1. Technical Field
The present invention relates to a method and stricture for implementing dense wiring, in printed circuit board or chip carrier applications, which provides superior electrical characteristics while preserving system resistance and characteristic impedance requirements.
2. Related Art
Semiconductor chip size continues to decrease, with an attendant increase in component density. The electrical signals which provide communication between chips, via electrically conductive wires or lines, are characterized by increasing operational frequencies. Semiconductor chips mounted on a printed circuit board (“PCB”) are subjected to detrimental effects caused by the inherent resistance of the PCB wiring which interconnects the semiconductor chips. A typical high performance printed circuit board has traditionally not been able to use wiring densities beyond a certain point due to limitations imposed by the DC resistance maximum in interchip wiring networks. Similarly, higher frequency signals also demand wide lines as a means to minimize “skin effect” losses in long lines. Unfortunately, it is problematic to generate dense wiring between a plurality of semiconductor chips on a PCB or chip carrier.
The usual solution is to use the typical geometry of wide wire lines and appropriate dielectric layer thicknesses to produce a 50 ohm transmission line characteristic impedance (Z0), and achieve a wiring network with a single wiring layer pair that uses only lower capacitance buried vias and a limited number of higher capacitance plated through hole vias. The result of this approach is that more wiring layers are required, and with a correspondingly thicker printed circuit board structure resulting. Future projections of component input/output (I/O) counts (e.g., approaching 4000 I/0 counts with an I/O pitch of 0.8 mm) require a solution other than this usual practice.

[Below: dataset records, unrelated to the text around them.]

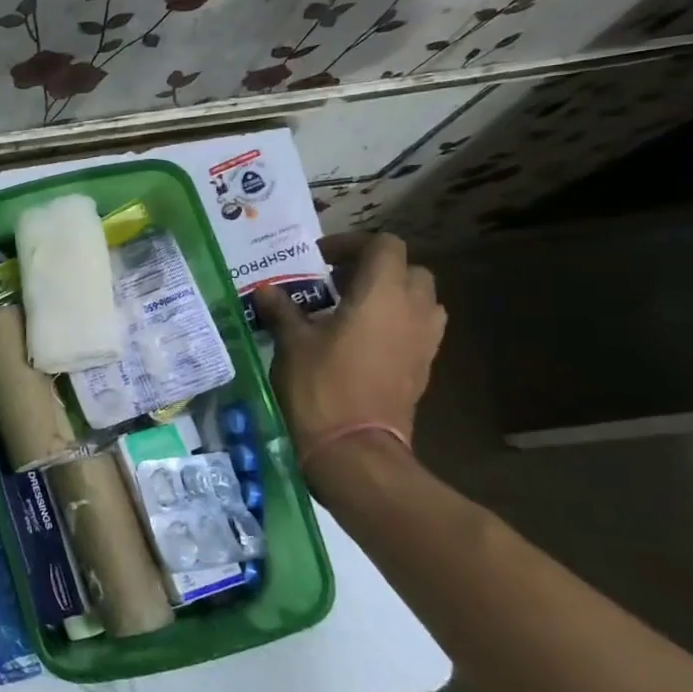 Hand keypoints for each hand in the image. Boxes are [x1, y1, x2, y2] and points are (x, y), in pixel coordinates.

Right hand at [253, 233, 445, 466]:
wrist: (354, 448)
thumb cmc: (320, 386)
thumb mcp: (292, 343)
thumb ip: (283, 310)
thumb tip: (267, 290)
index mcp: (382, 294)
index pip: (384, 245)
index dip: (352, 243)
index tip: (320, 259)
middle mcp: (412, 309)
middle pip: (408, 270)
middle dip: (375, 269)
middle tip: (336, 283)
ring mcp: (424, 340)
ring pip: (419, 300)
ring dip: (391, 296)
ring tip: (352, 310)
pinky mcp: (424, 367)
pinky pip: (417, 329)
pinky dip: (396, 323)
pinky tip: (362, 341) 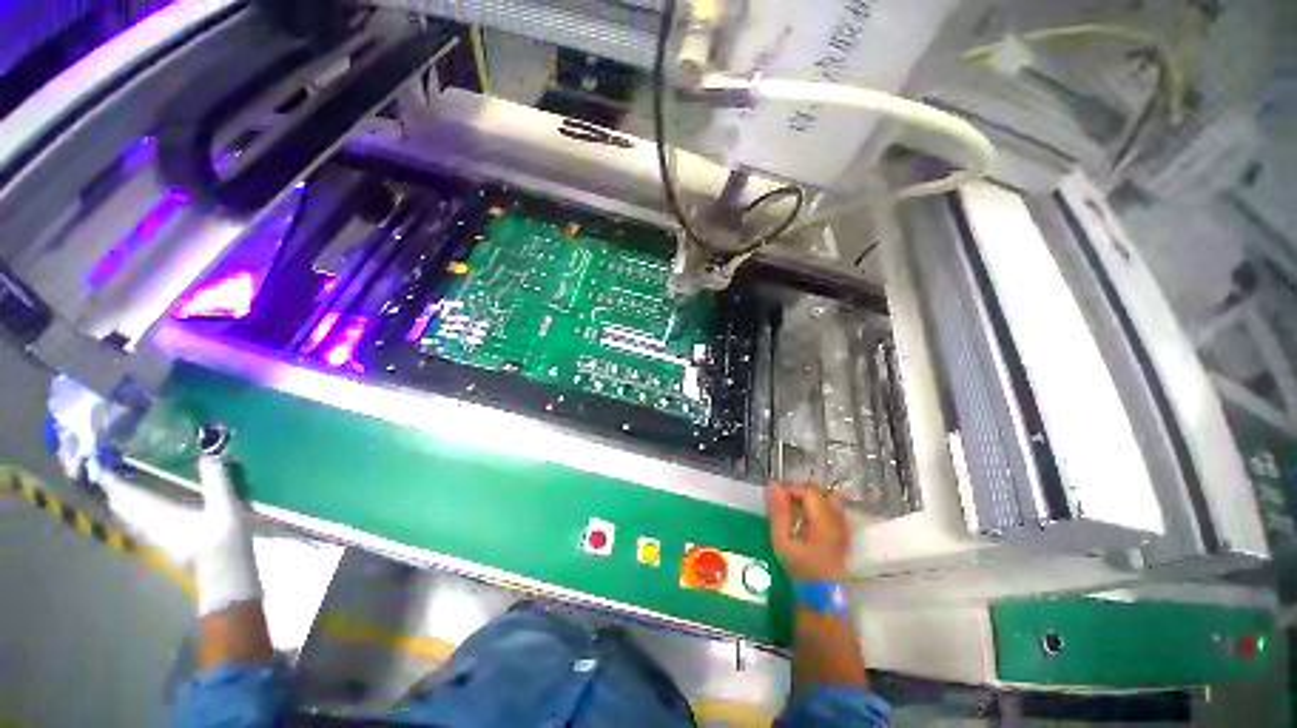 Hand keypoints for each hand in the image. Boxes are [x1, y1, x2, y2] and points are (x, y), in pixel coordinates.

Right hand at [766, 483, 849, 582]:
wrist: (822, 598)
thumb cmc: (800, 570)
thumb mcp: (783, 542)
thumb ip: (779, 513)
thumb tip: (773, 485)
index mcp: (823, 520)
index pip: (808, 491)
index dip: (790, 489)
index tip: (775, 497)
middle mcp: (837, 520)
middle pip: (819, 493)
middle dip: (798, 492)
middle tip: (781, 502)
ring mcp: (843, 527)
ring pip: (826, 500)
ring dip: (808, 500)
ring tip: (792, 509)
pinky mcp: (843, 534)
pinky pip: (831, 510)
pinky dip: (817, 508)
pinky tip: (805, 520) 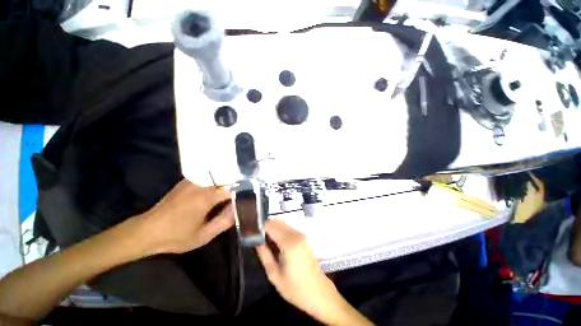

An alternative is to use fine wire lines that widen when sufficient space is available. However, these wire lines do not maintain the necessary transmission line characteristic impedance (Z0) in all areas. These wire lines also have circuitization yield implications that make them unattractive in most printed circuit board applications.
Thus, there is a need for a method and structure that implements dense wiring, in printed circuit board or chip carrier applications, and which provides superior electrical characteristics while preserving the system resistance and characteristic impedance requirements.